I know i'd never be able to accept poo play and man on man sex plus the universals so I guess I'd be in group 2 Kaz. Otherwise if the moment happened then yeah most things i would find acceptable.
One thing is though that there are levels and limits for all people. So, though I might like pain I might like it done in a mild fashion whereas I might balk at something else purely because it has passed my limits. I guess pain being foremost in my mind as I type.
should be an interesting thread with luck mate :thumbup:
Each to their own in my opinion,but depending on what it was they were involved in would probably make me not meet them if i'm totally honest.

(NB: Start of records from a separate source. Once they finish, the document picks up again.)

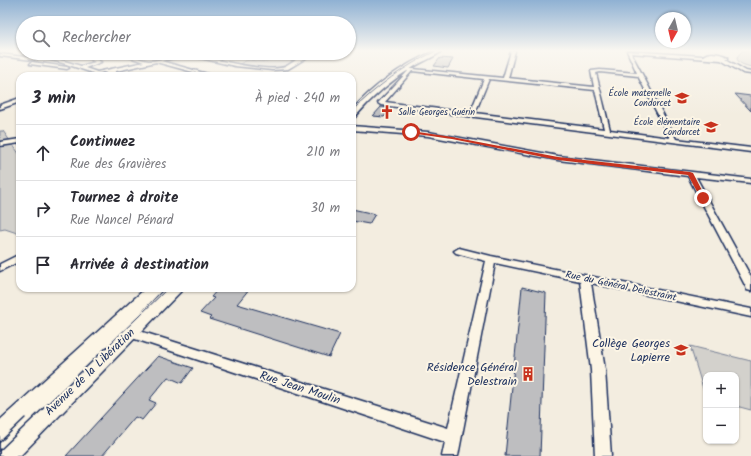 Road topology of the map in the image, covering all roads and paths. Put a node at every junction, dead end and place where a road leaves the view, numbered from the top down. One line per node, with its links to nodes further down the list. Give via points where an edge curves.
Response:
1 (390, 72): 16 (street)
2 (403, 72): 20 (street, via 388,80)
3 (406, 72): 21 (street, via 382,103)
4 (431, 72): 12 (street)
5 (507, 72): 13 (street)
6 (593, 72): 14 (street)
7 (609, 72): 10 (street)
8 (639, 72): 10 (street)
9 (745, 72): 11 (street)
10 (640, 75): 24 (street)
11 (751, 76)
12 (487, 78): 13 (street); 21 (street)
13 (505, 80): 14 (street)
14 (597, 89): 23 (street)
15 (0, 100): 18 (street)
16 (356, 100)
17 (16, 101): 18 (street)
18 (13, 102): 19 (street)
19 (0, 107)
20 (356, 111)
21 (472, 114): 23 (street)
22 (356, 128): 28 (street, via 428,134 558,158)
23 (607, 131): 24 (street)
24 (674, 140): 27 (street)
25 (16, 142): 26 (street)
26 (0, 144)
27 (751, 150)
28 (690, 173): 29 (street); 35 (street)
29 (751, 181)
30 (459, 252): 32 (street, Rue du Général Delestraint)
31 (16, 259): 33 (street)
32 (491, 259): 34 (street, Rue du Général Delestraint); 41 (street)
33 (0, 268)
34 (585, 278): 38 (street, Rue du Général Delestraint); 44 (street, via 598,370)
35 (751, 287)
36 (152, 292): 40 (street, Avenue de la Libération)
37 (172, 292): 39 (street, Avenue de la Libération)
38 (751, 313)
39 (130, 333): 41 (street, Rue Jean Moulin); 42 (street, Avenue de la Libération)
40 (0, 434)
41 (453, 437): 43 (street)
42 (4, 456)
43 (450, 456)
44 (604, 456)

It's a little judgemental of me I know but if some people were into poo and pee i'd be imaginming it while I was meeting them, the imagination is a very powerful thing.
You never know these days. People ask me allsorts of strange things and that isn't even in the swinging world.
I just couldn't get away with not imagining stuff in my head if I knew the people were into things that turned me off severely, even if it were not part of our meet. That's just me obviously, I answer only from my own point of veiw.
I know I have changed over time. I like new things, but do not rush head long into them. I let them creep up on me.
I have a no list, but there is less on it now than there was. I have added some, some that I had never considered before.
I have a may be list, that has changed over the years. Some have moved to the yes list and some to the no list.
Then I have the 'yes to please' list. Those are things I do not chase, but why not.
My last list is my list of enjoyment. Things I really like.
Both of the last two list have grown over time. What will be added to them, who know? I do not, but I know something will be.
Travis
I am put off someone because what they like? What they are may put me off. Do they respect others or not.
Do I have 'Hard Limits'? I do, for the moment, I know they will change, but the last limits are; hurt no one and respect all. Those are my last, very last limits, the only ones I know I will hold forever. All the other limits, hard as I think they are now, well who know in a while they may change.
im group one
there are some things id never ever try and some things i believe are very wrong
and i would never want to meet people who are into things i believe are wrong, it would put me off
I am very open minded and will try most things. We push boundaries all the time but there are things that I know for a fact that I wont do no matter how much my boundaries are pushed.
I am happy to talk to people about anything and I love to listen to peoples fantasies and kinks. What people like to do does not disgust me but I know that there are some of them that I wouldnt do. Each to their own.
Would it put me off?? Errrrm, I dont know, I suppose it depends what it is and how respectful they are of us. There are a lot of people out there who like something and feel the need to convince everyone else that its the way ahead. Quite disrespectul I think!
In Mexico as an example the legal consensual age for sex is 13.
Would we in this country be ok for a man of say 25 to have sex with a 13 year old? I would hope not, but over there it would be perfectly acceptable and more importantly consensual.
Some find it strange and others do not.
Yes of course the " live and let live " analogy is great and I agree that consenting adults that partake in strange sexual practises that are not hurting anyone is perfectly fine, but for me the idea of strangulation as was discussed earlier is a dangerous game to play.
That was my only concern.
If people want to shit on someone, then fine I do not have a problem with that....but nobody is going to do that to me. Pretty disgusting I would have thought.
I did hear a while back about a guy who liked women to puke all over him, once again a strange and pretty disgusting act, but if that is their kink then fine.
For me I am open to most things but the no no's are there all the same for me.
To question ones sexual kinks is not being judgemental as some seem to think it is, it is purely questioning someones ideals as to what is or not acceptable.
Provided its legal and all percipience are consenting then I am in the live and let live camp
For me, I have a few hard rules, no poo and no sex with men, not so much rules, just don't turn me on so not interested. Beyond that, the Sky's the limit. (MR)
Confused.
Still not to worry eh?
You can choose, does that mean the a hard limit has been breached?